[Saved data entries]
........
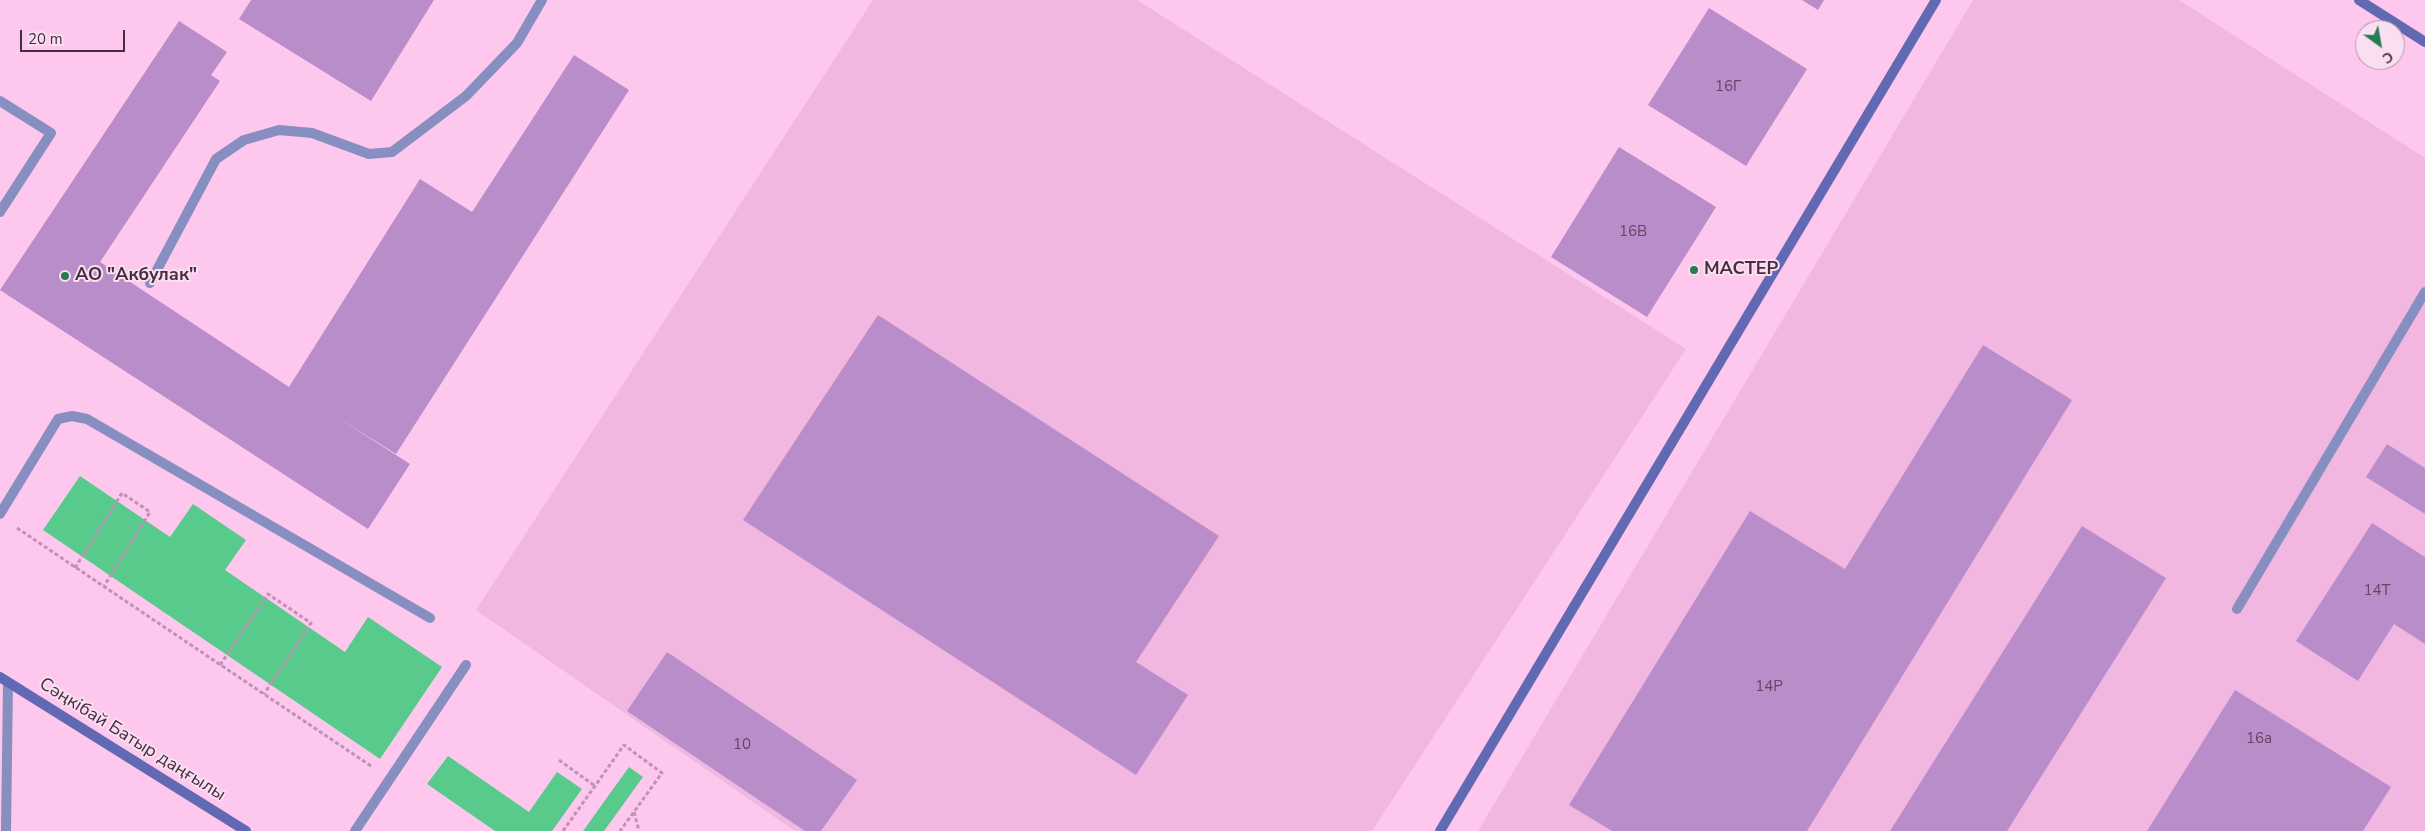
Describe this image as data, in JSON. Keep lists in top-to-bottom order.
{
  "streets": {
    "street": ["Сәңкібай Батыр даңғылы"]
  },
  "places": ["МАСТЕР", "АО \"Акбулак\""],
  "house_numbers": [
    "16Г",
    "16В",
    "14Т",
    "14Р",
    "16а",
    "10"
  ],
  "scale_bar": "20 m",
  "north": "bottom right"
}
........
**Task brief**
Your copy must match the records above word for word and contain no pictures.

**Response box**
Describe this image as data, in JSON. Keep lists in top-to-bottom order.
{
  "streets": {
    "street": ["Сәңкібай Батыр даңғылы"]
  },
  "places": ["МАСТЕР", "АО \"Акбулак\""],
  "house_numbers": [
    "16Г",
    "16В",
    "14Т",
    "14Р",
    "16а",
    "10"
  ],
  "scale_bar": "20 m",
  "north": "bottom right"
}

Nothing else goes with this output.